A stationary device uses a coil emitting of electromagnetic energy and receiving of information. A built-in circuit (100) includes an electromagnetic energy receiving coil. The circuit (100) is buried flush an open cavity (201) formed in a surface of the object authenticated. The built-in circuit (100) has a surface area of a tenth of a square millimeter.

Description

NON-CONTACT ELECTRONIC AUTHENTICATION DEVICE

MINIATURISED

DESCRIPTION

  Technical Field The present invention relates to a miniaturized contactless electronic authentication device. It finds an application in the

  authentication of small objects, such as jewelry.

  State of the Prior Art Contactless electronic authentication devices are known, which can be seen in FIG. 1, comprising an integrated circuit (100), connected to a transmit and receive antenna (101), the 'assembly being placed on a support (102). The antenna (101) which is a coil, is in electromagnetic relation with another antenna which is also a coil, of emission and reception (103) connected to a fixed electronic terminal (104) supplying via electronic logic, the results of authentication. Often the fixed terminal (104) is connected to a computer (105) which processes the results. There are such devices

  described in patent application N 2 743 649 for example.

  Generally, the integrated circuit (100) and its antenna (101) are fixed on a support (102) which can be a label, the size of which is a few centimeters on the side. This label is then stuck on

the object to be authenticated.

  Very often also, the integrated circuit (100), and its antenna (101), are mounted on a support (102) of the credit card type, or of the transport ticket type. This is how devices have been developed for contactless reading of credit cards, identity cards and transport ticketing. The operation of these devices is well known to those skilled in the art: The antenna (103) of the fixed station, emits a wave

  electromagnetic, at a frequency often equal to 13.56 Mhz.

  The antenna (101) will receive part of this electromagnetic wave,

  which after rectification will supply electricity, the integrated circuit (101).

  The carrier frequency (13.56 MHz) is modulated in order to also transmit information to the integrated circuit (100), in particular a code which may include 32 bits, 64 bits, or 128 bits. Once detected, by the circuit (100) the code received, will be compared with a secret code, previously recorded in the integrated circuit. If the two codes are identical, then the integrated circuit will generate coded information, constituting the authentication of the object on which the label comprising the circuit

  has been attached, or the credit card, or the transport ticket.

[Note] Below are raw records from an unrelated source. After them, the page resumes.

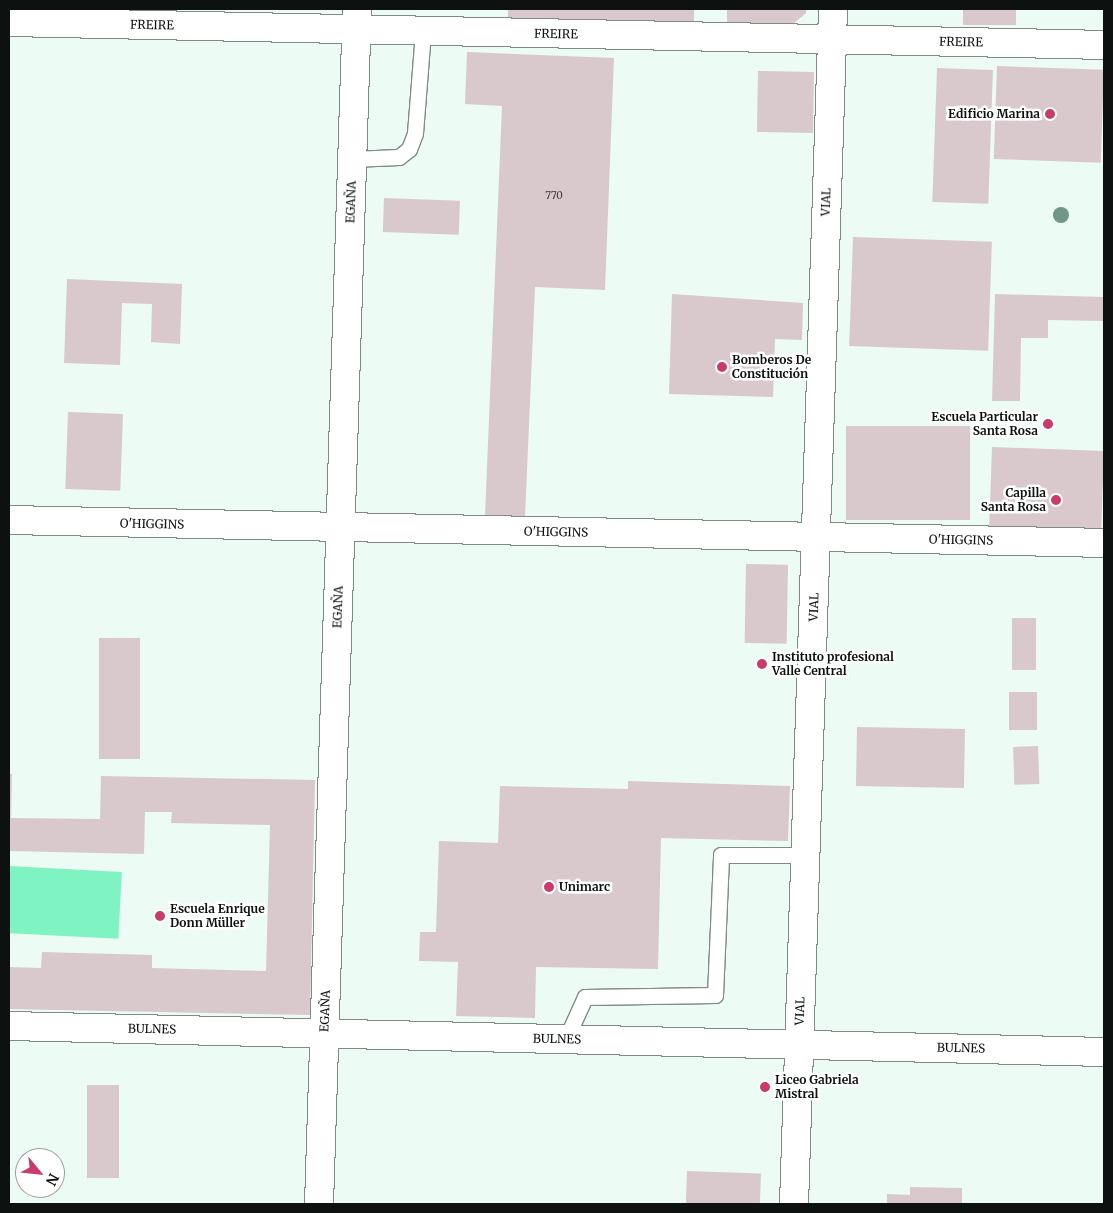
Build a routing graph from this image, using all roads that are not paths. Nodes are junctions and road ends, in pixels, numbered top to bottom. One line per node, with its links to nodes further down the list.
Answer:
1 (833, 9): 5 (street, VIAL)
2 (356, 19): 3 (street, FREIRE); 4 (street, FREIRE); 7 (street, EGAÑA)
3 (9, 22)
4 (423, 31): 5 (street, FREIRE); 7 (lane)
5 (832, 39): 6 (street, FREIRE); 10 (street, VIAL)
6 (1104, 45)
7 (352, 159): 9 (street, EGAÑA)
8 (9, 520): 9 (street, O'HIGGINS)
9 (341, 527): 10 (street, O'HIGGINS); 14 (street, EGAÑA)
10 (816, 537): 11 (street, O'HIGGINS); 12 (street, VIAL)
11 (1104, 543)
12 (805, 855): 15 (lane); 16 (street, VIAL)
13 (9, 1026): 14 (street, BULNES)
14 (324, 1033): 15 (street, BULNES); 18 (street, EGAÑA)
15 (566, 1039): 16 (street, BULNES)
16 (799, 1045): 17 (street, BULNES); 19 (street, VIAL)
17 (1104, 1052)
18 (319, 1204)
19 (794, 1204)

  The distance which separates the antenna (101) from the antenna (103) can be of the order of a few centimeters to a few tens of centimeters. The electromagnetic power emitted by the antenna (103), is limited to 42 decibels / meter, for safety reasons, so that there is no risk for people who could cross the electromagnetic energy flow. 1 5 The size of the integrated circuit (100), for the smallest circuits is of the order of lmm x lmm. The antenna (101) associated, has a size of several square centimeters, in order to capture sufficient energy. The fixed antenna

  (103) is generally larger.

  Although satisfactory in certain respects, these devices according to the prior art, by their size, and by the structure of the integrated circuit (100), its associated antenna (101), and the support (102) which associate them , as well as the antenna (103), are not suitable for small objects,

such as jewelry for example.

  The object of the present invention is precisely to remedy these

disadvantages.

  Disclosure of the invention The device according to the invention comprises an integrated circuit incorporating a code, a comparison logic, a memory, means for receiving energy, and for transmitting and receiving information, including on its surface of a transmitting and receiving antenna, the total surface of the integrated circuit being of the order of a tenth of a square millimeter. The assembly is directly mounted without intermediate support, by means according to the invention, in the object to be authenticated. The integrated circuit is buried in the object, and protected by

  1 0 means according to the invention, against mechanical and chemical attack.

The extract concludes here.